The gamble lost would mean that taxpayers – forking out the increased amount for public services whose delivery they cannot affect – may turn round at the end of it and conclude that they would be better off making their own provision. And happier with a government that encouraged them to do so. Watch Liam Fox then.

Of course, one super wheeze that might put off that evil day is the hypothecated health tax, as supported by 69 per cent of those voting in the BBC's NHS Day poll. This, essentially, is a way of trying to get people to pay more tax than they might otherwise be happy to stump up, by telling them that £X of what they pay goes on health. But it's a con. Do we also tell voters that £Y goes on overseas aid, or asylum-seekers, or probation services, or social security? And would they be permitted to withhold one and pay the other? No wonder the Government isn't biting.

Incidentally, though the BBC NHS Day was valuable, the Corporation ought to treat itself with the same scepticism with which it deals with others. The poll result that claimed to be showing that free support care for the elderly was the "number one priority" of the British people was so obviously wrong it made me want to beat my TV to death with a copy of the BBC Producer's Guidelines. The 54 per cent that made this issue "number one" over cancer services and waiting times dwindled to 26 per cent when the same question was asked on the BBC's website. The old watch more telly, that's why.

Finally, I wonder whether a fully centrally funded NHS can ever be properly devolved. The pressure on a government that raises all the money for health will always be to intervene and to tell the myriad limbs and digits of this vast organisation what they ought to be doing. We need the opposite to happen.

Let's suppose, however, that in this one case we agree to give our politicians' instincts the nod. What else does it imply? The omens are not good. It has become incredibly easy again to argue or imply that higher spending (than whatever it is we are spending) is the answer to all woes. Since the beginning of this month the Lib Dems – according to their website – have argued for more money to put more police officers on the streets, to fully-fund performance-related pay for teachers, to scrap tuition fees and reintroduce student grants, to fully-fund travel for students in rural areas, to make Educational Maintenance Allowances universal, to abolish prescription, dental and sight charges, to pay no-fault compensation to Gulf War veterans, to spend more on debt relief and aid, to give greater subsidies to small and medium farmers, to pay the Gurkhas more and to fully-fund personal care for the elderly no matter what their means.
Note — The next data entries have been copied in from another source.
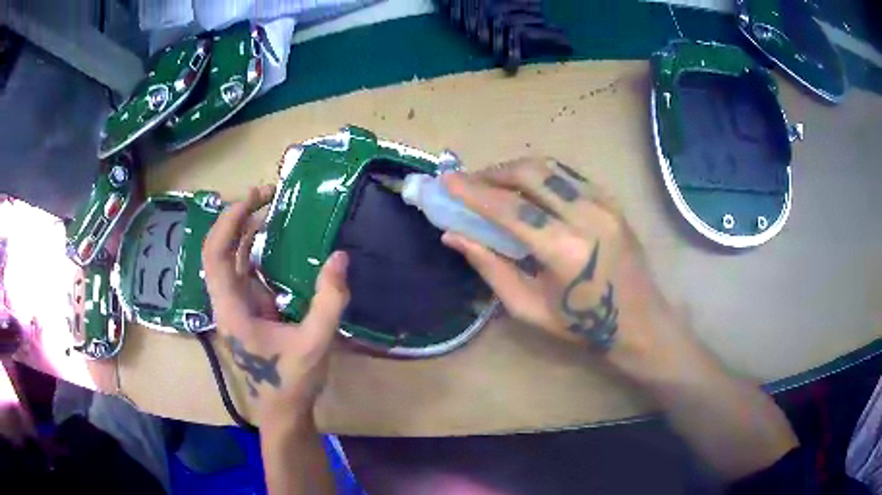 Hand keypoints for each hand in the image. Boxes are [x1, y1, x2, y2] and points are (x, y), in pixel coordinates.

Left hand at [202, 186, 349, 424]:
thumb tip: (340, 257)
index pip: (216, 254)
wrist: (282, 410)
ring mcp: (236, 305)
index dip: (229, 221)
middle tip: (266, 194)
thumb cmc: (291, 381)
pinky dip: (256, 250)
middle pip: (218, 250)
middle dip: (237, 217)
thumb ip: (329, 301)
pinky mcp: (248, 309)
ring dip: (245, 231)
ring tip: (270, 207)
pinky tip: (276, 240)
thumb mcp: (315, 343)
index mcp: (231, 308)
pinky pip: (246, 271)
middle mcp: (227, 301)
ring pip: (230, 258)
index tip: (257, 198)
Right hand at [441, 158, 705, 383]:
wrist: (639, 322)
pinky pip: (570, 175)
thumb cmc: (582, 326)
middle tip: (470, 183)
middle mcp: (587, 216)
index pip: (510, 209)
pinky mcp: (612, 201)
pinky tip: (529, 189)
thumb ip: (491, 267)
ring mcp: (604, 204)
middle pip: (531, 173)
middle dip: (493, 172)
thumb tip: (454, 235)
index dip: (474, 192)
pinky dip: (542, 176)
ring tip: (494, 183)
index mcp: (565, 250)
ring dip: (516, 170)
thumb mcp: (528, 308)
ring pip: (551, 168)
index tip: (446, 181) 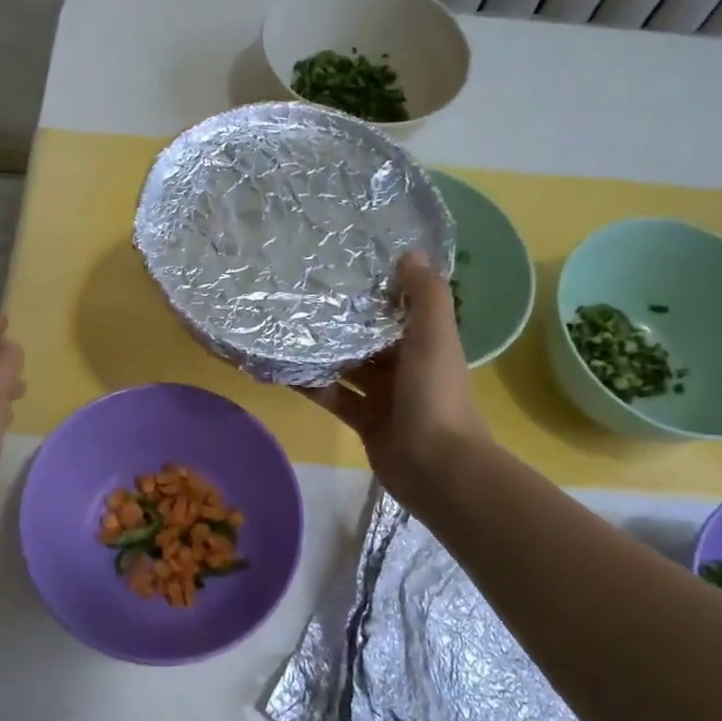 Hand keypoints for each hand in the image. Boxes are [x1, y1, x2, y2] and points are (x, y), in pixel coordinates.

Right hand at [303, 251, 488, 510]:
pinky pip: (334, 397)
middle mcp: (406, 366)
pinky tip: (285, 369)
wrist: (437, 467)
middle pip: (370, 337)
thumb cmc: (436, 395)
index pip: (399, 309)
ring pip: (349, 367)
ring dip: (324, 351)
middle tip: (303, 292)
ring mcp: (384, 396)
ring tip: (286, 326)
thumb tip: (410, 253)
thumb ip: (425, 296)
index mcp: (427, 343)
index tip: (344, 265)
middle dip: (343, 320)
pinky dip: (313, 386)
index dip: (376, 289)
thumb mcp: (434, 337)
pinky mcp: (364, 421) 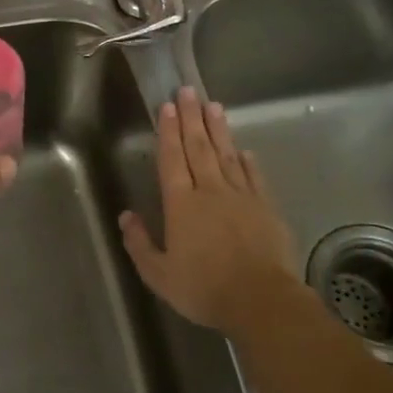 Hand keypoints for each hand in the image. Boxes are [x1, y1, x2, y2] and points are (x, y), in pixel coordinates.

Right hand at [120, 87, 299, 334]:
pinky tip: (244, 149)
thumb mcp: (159, 275)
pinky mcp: (266, 208)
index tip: (166, 107)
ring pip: (227, 155)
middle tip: (188, 91)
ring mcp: (241, 197)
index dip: (167, 132)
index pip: (172, 159)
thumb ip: (140, 243)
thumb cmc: (205, 289)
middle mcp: (210, 191)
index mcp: (181, 204)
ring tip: (213, 106)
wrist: (262, 301)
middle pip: (199, 147)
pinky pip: (254, 177)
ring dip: (218, 129)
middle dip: (191, 118)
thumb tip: (126, 216)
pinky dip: (247, 161)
And today is only the 22nd.

And what does their Treasury spokesman, Matthew Taylor, say? "Small tax rises, for those who can afford them, are vital to fund the rescue of the NHS. You can't get something for nothing, and it's time Gordon Brown was honest enough to say so." Small? How small is small? Perhaps it's time Matthew Taylor was honest enough to tell us.
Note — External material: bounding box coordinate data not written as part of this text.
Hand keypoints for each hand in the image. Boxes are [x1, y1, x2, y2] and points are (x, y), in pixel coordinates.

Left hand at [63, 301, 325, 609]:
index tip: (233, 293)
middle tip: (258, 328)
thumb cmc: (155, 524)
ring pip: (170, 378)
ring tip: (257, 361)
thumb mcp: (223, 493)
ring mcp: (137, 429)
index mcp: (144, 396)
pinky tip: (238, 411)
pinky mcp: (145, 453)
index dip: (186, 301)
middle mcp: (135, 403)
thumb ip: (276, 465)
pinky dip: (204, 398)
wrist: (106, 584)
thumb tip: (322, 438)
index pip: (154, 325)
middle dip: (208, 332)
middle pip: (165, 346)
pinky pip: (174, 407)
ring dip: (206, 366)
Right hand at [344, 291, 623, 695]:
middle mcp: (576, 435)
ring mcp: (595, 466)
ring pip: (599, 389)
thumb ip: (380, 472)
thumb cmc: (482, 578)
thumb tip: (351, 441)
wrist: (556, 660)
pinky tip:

Fortunately some in the party can see where all this is headed. The article on these pages this week by Paddy Ashdown's successor in Yeovil, David Laws, was fascinating. It amplified his earlier warning that the Lib Dems had "become the most conservative of all the political parties on health policy – the most producer-orientated, the least willing to contemplate private involvement or imaginative ways of raising extra money, the most opposed apparently to choice and giving information to patients about service standards. Our thinking has become almost socialistic, as opposed to being liberal".

Laws is right. And raising tax must not become the great mental excuse for dodging reform and innovation. Or, to put it another way, I am not stumping up extra money just to fund the radical syndicalism of Bob Crow and his railway comrades. Hypothecate that.